Return all the data below as it stands, minus the pictures.

---+---

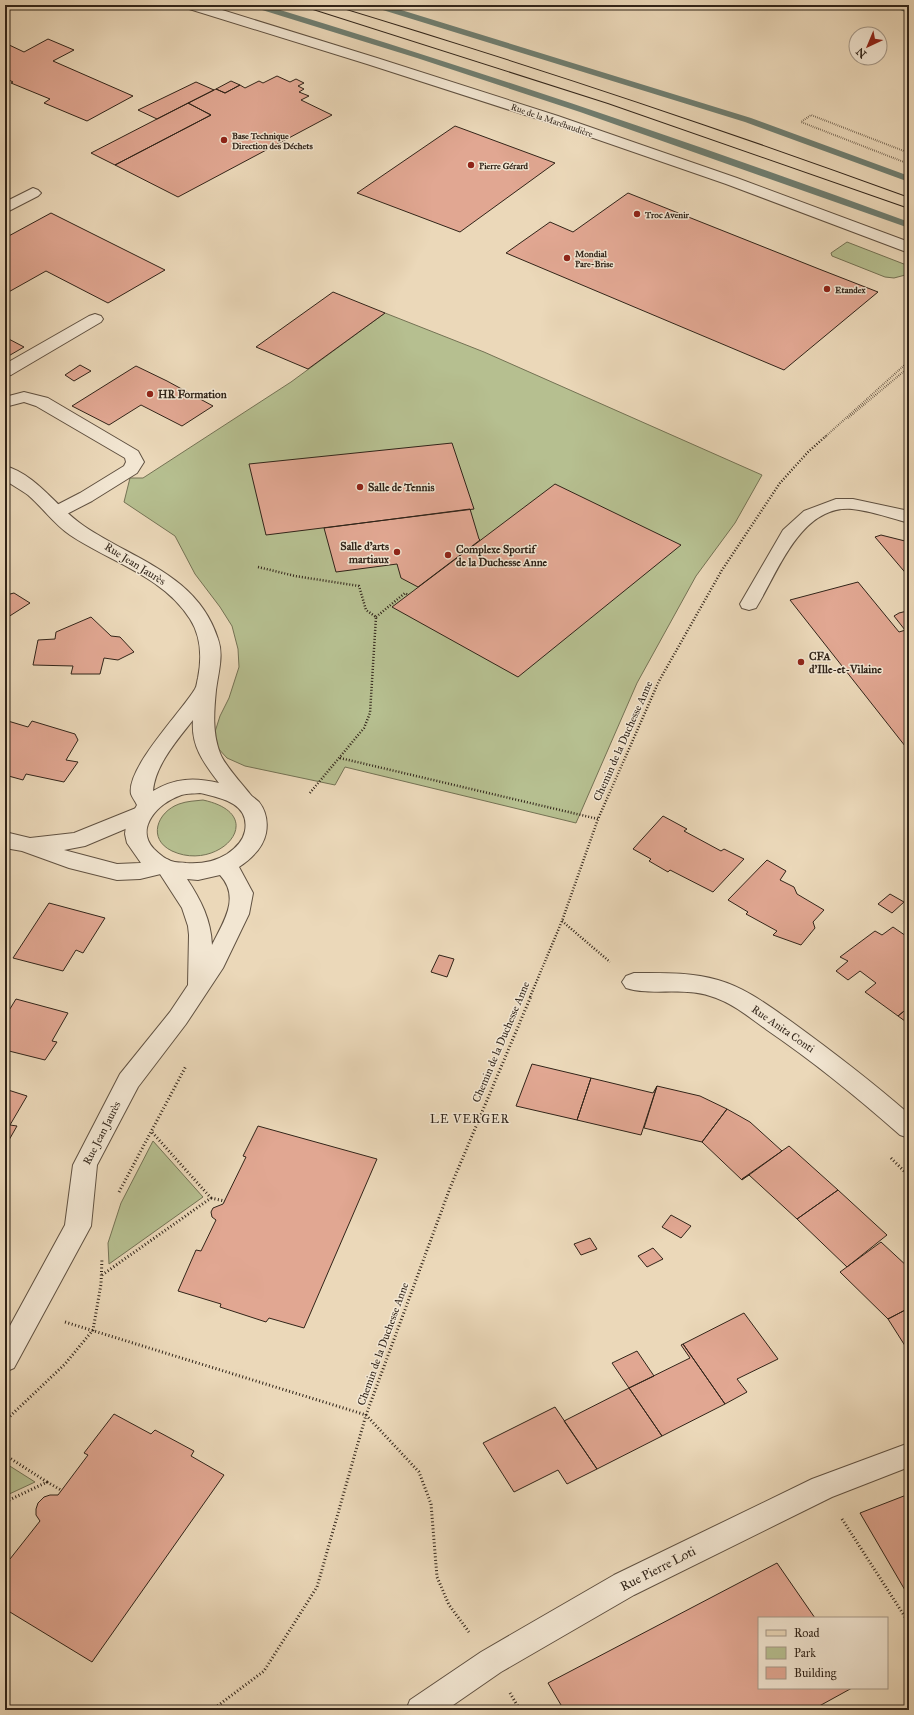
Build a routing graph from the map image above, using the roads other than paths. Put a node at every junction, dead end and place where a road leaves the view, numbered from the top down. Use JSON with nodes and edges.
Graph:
{"nodes":[{"id":1,"x":191,"y":5,"type":"edge"},
{"id":2,"x":314,"y":5,"type":"edge"},
{"id":3,"x":33,"y":193,"type":"dead end"},
{"id":4,"x":909,"y":204,"type":"edge"},
{"id":5,"x":5,"y":208,"type":"edge"},
{"id":6,"x":909,"y":248,"type":"edge"},
{"id":7,"x":95,"y":319,"type":"dead end"},
{"id":8,"x":5,"y":371,"type":"edge"},
{"id":9,"x":5,"y":402,"type":"edge"},
{"id":10,"x":5,"y":472,"type":"edge"},
{"id":11,"x":58,"y":512,"type":"junction"},
{"id":12,"x":909,"y":517,"type":"edge"},
{"id":13,"x":749,"y":604,"type":"dead end"},
{"id":14,"x":206,"y":690,"type":"junction"},
{"id":15,"x":240,"y":796,"type":"junction"},
{"id":16,"x":144,"y":809,"type":"junction"},
{"id":17,"x":15,"y":842,"type":"edge"},
{"id":18,"x":225,"y":866,"type":"junction"},
{"id":19,"x":165,"y":867,"type":"junction"},
{"id":20,"x":634,"y":982,"type":"road end"},
{"id":21,"x":199,"y":984,"type":"junction"},
{"id":22,"x":909,"y":1128,"type":"edge"},
{"id":23,"x":5,"y":1360,"type":"edge"},
{"id":24,"x":909,"y":1455,"type":"edge"},
{"id":25,"x":421,"y":1710,"type":"edge"}],
"edges":[{"from":1,"to":6,"type":"street","name":"Rue de la Marébaudière"},
{"from":2,"to":4,"type":"main road"},
{"from":3,"to":5,"type":"lane"},
{"from":7,"to":8,"type":"lane"},
{"from":9,"to":11,"type":"lane"},
{"from":10,"to":11,"type":"street","name":"Rue Jean Jaurès"},
{"from":11,"to":14,"type":"street","name":"Rue Jean Jaurès"},
{"from":12,"to":13,"type":"lane"},
{"from":14,"to":15,"type":"street","name":"Rue Jean Jaurès"},
{"from":14,"to":16,"type":"street","name":"Rue Jean Jaurès"},
{"from":15,"to":16,"type":"street"},
{"from":15,"to":18,"type":"street"},
{"from":16,"to":17,"type":"street"},
{"from":16,"to":19,"type":"street"},
{"from":17,"to":19,"type":"street"},
{"from":18,"to":19,"type":"street"},
{"from":18,"to":21,"type":"street","name":"Rue Jean Jaurès"},
{"from":19,"to":21,"type":"street"},
{"from":20,"to":22,"type":"street","name":"Rue Anita Conti"},
{"from":21,"to":23,"type":"street","name":"Rue Jean Jaurès"},
{"from":24,"to":25,"type":"street","name":"Rue Pierre Loti"}]}
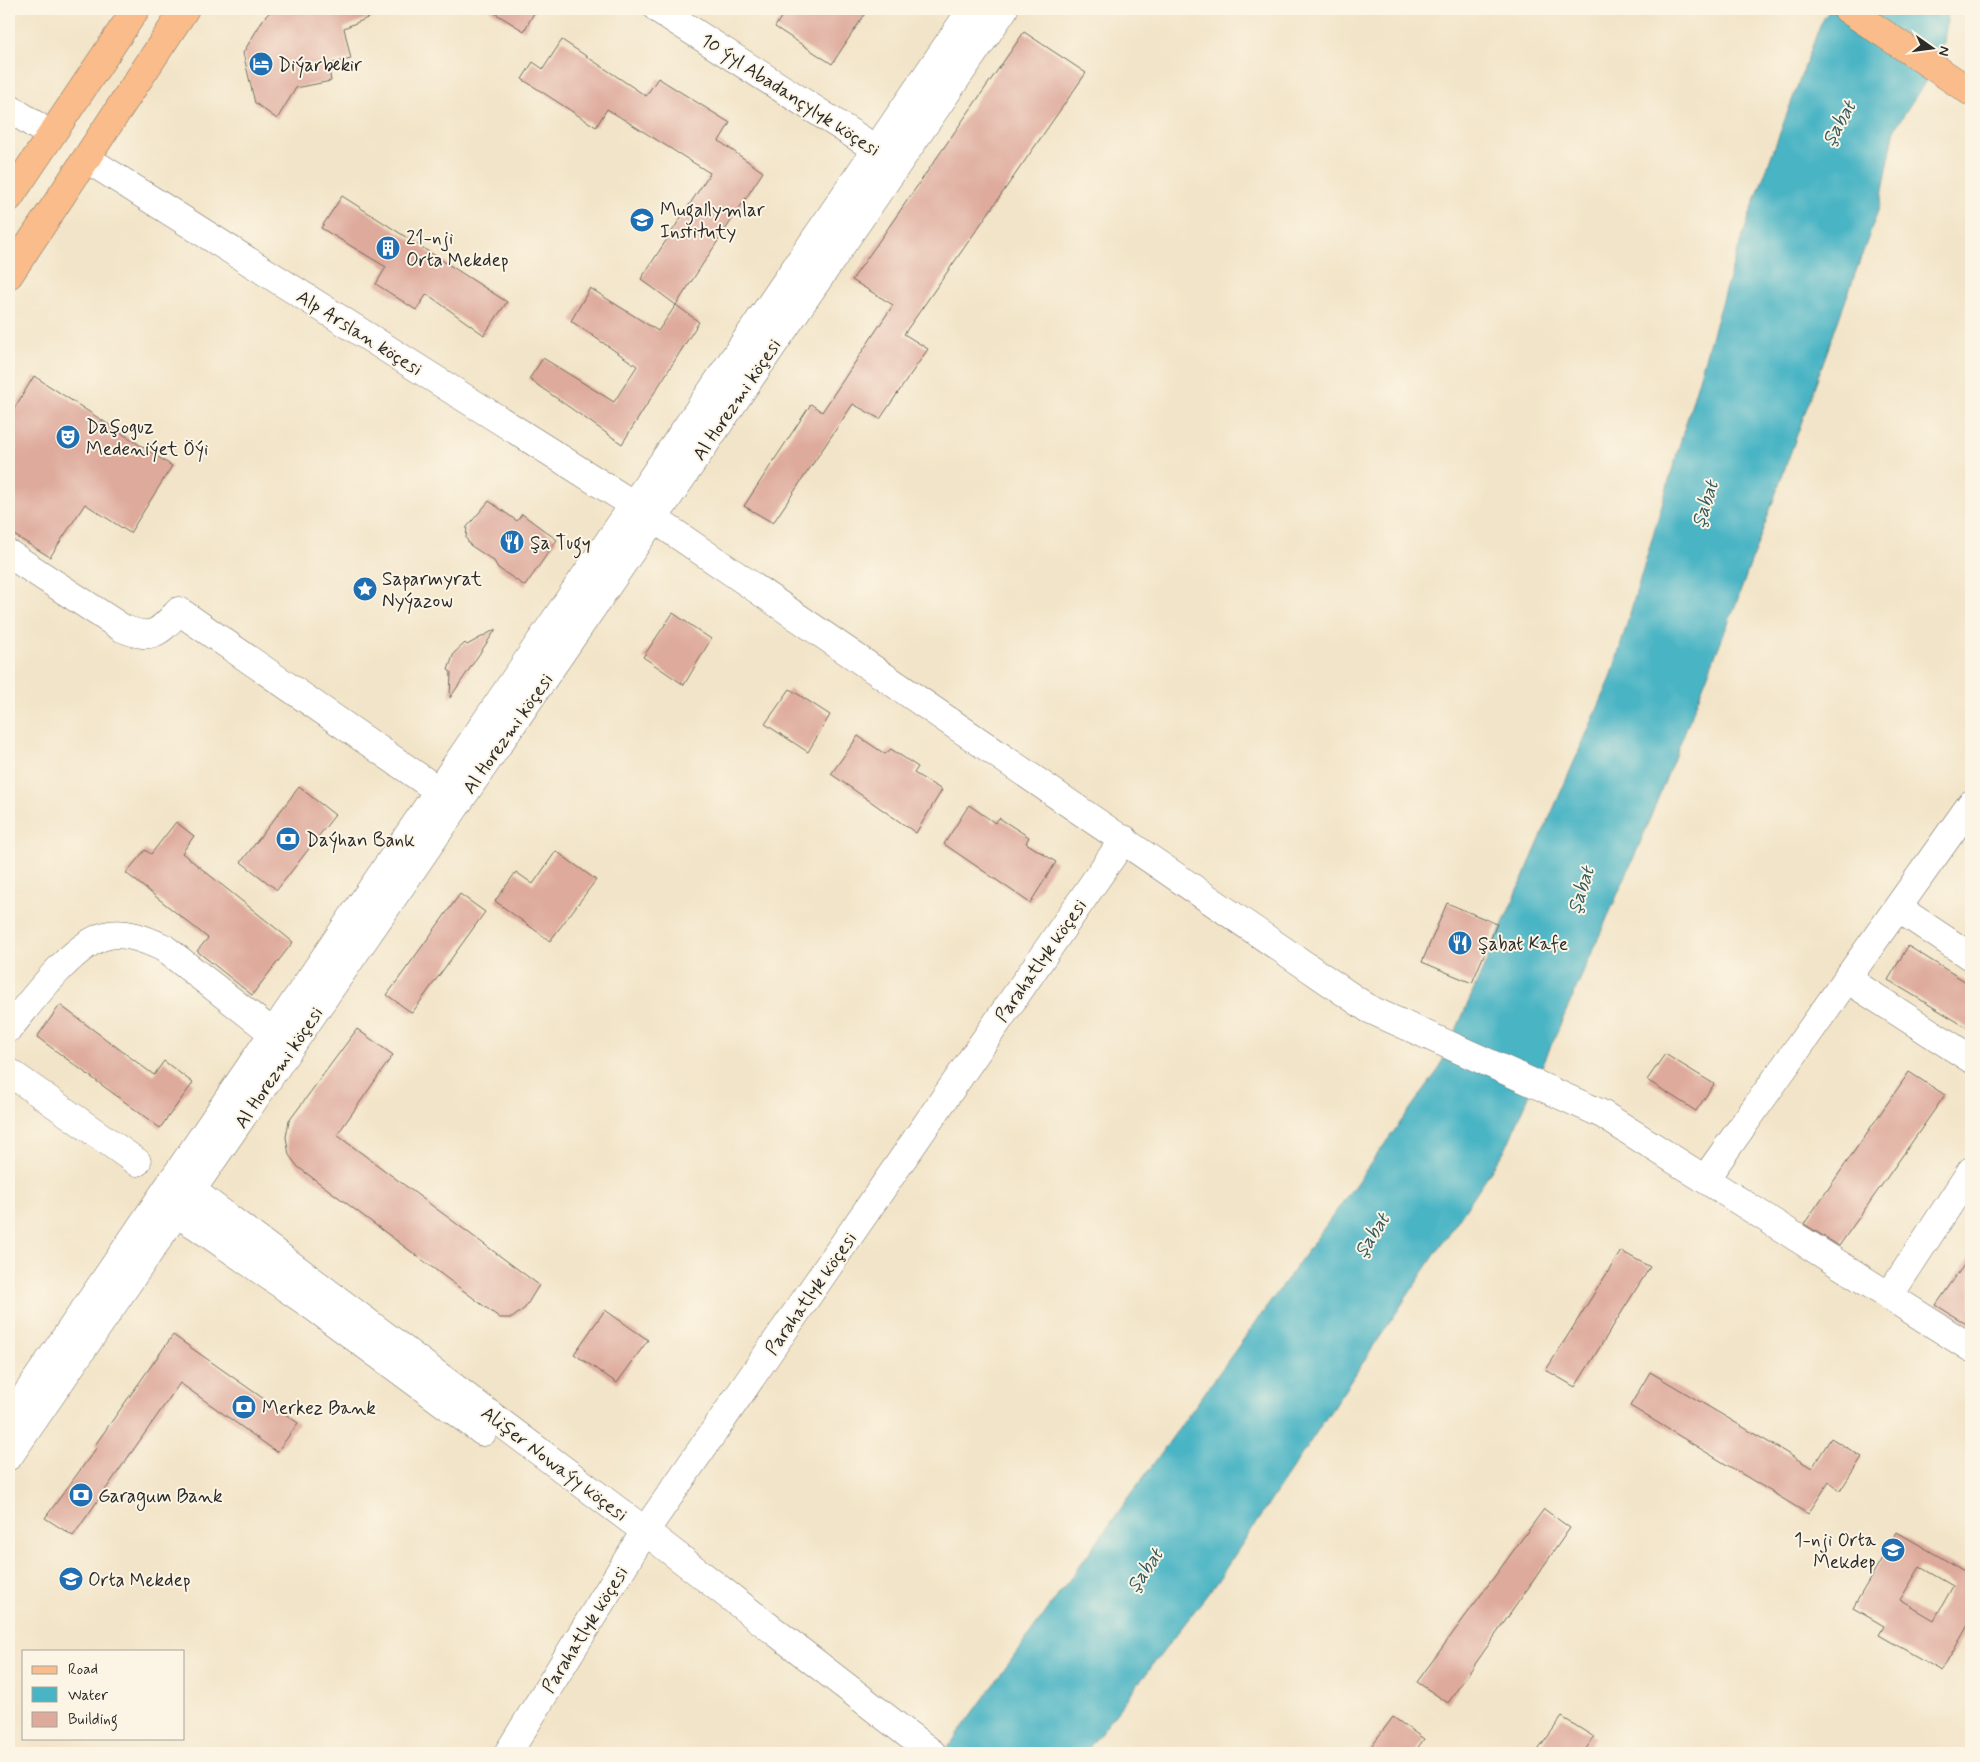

---+---

• [EXERCISE RESULT]:
Build a routing graph from the map image above, using the roads other than paths. Put a node at every junction, dead end and place where a road leaves the view, numbered from the top down. Use JSON with nodes and edges.
Graph:
{"nodes":[{"id":1,"x":191,"y":5,"type":"edge"},
{"id":2,"x":314,"y":5,"type":"edge"},
{"id":3,"x":33,"y":193,"type":"dead end"},
{"id":4,"x":909,"y":204,"type":"edge"},
{"id":5,"x":5,"y":208,"type":"edge"},
{"id":6,"x":909,"y":248,"type":"edge"},
{"id":7,"x":95,"y":319,"type":"dead end"},
{"id":8,"x":5,"y":371,"type":"edge"},
{"id":9,"x":5,"y":402,"type":"edge"},
{"id":10,"x":5,"y":472,"type":"edge"},
{"id":11,"x":58,"y":512,"type":"junction"},
{"id":12,"x":909,"y":517,"type":"edge"},
{"id":13,"x":749,"y":604,"type":"dead end"},
{"id":14,"x":206,"y":690,"type":"junction"},
{"id":15,"x":240,"y":796,"type":"junction"},
{"id":16,"x":144,"y":809,"type":"junction"},
{"id":17,"x":15,"y":842,"type":"edge"},
{"id":18,"x":225,"y":866,"type":"junction"},
{"id":19,"x":165,"y":867,"type":"junction"},
{"id":20,"x":634,"y":982,"type":"road end"},
{"id":21,"x":199,"y":984,"type":"junction"},
{"id":22,"x":909,"y":1128,"type":"edge"},
{"id":23,"x":5,"y":1360,"type":"edge"},
{"id":24,"x":909,"y":1455,"type":"edge"},
{"id":25,"x":421,"y":1710,"type":"edge"}],
"edges":[{"from":1,"to":6,"type":"street","name":"Rue de la Marébaudière"},
{"from":2,"to":4,"type":"main road"},
{"from":3,"to":5,"type":"lane"},
{"from":7,"to":8,"type":"lane"},
{"from":9,"to":11,"type":"lane"},
{"from":10,"to":11,"type":"street","name":"Rue Jean Jaurès"},
{"from":11,"to":14,"type":"street","name":"Rue Jean Jaurès"},
{"from":12,"to":13,"type":"lane"},
{"from":14,"to":15,"type":"street","name":"Rue Jean Jaurès"},
{"from":14,"to":16,"type":"street","name":"Rue Jean Jaurès"},
{"from":15,"to":16,"type":"street"},
{"from":15,"to":18,"type":"street"},
{"from":16,"to":17,"type":"street"},
{"from":16,"to":19,"type":"street"},
{"from":17,"to":19,"type":"street"},
{"from":18,"to":19,"type":"street"},
{"from":18,"to":21,"type":"street","name":"Rue Jean Jaurès"},
{"from":19,"to":21,"type":"street"},
{"from":20,"to":22,"type":"street","name":"Rue Anita Conti"},
{"from":21,"to":23,"type":"street","name":"Rue Jean Jaurès"},
{"from":24,"to":25,"type":"street","name":"Rue Pierre Loti"}]}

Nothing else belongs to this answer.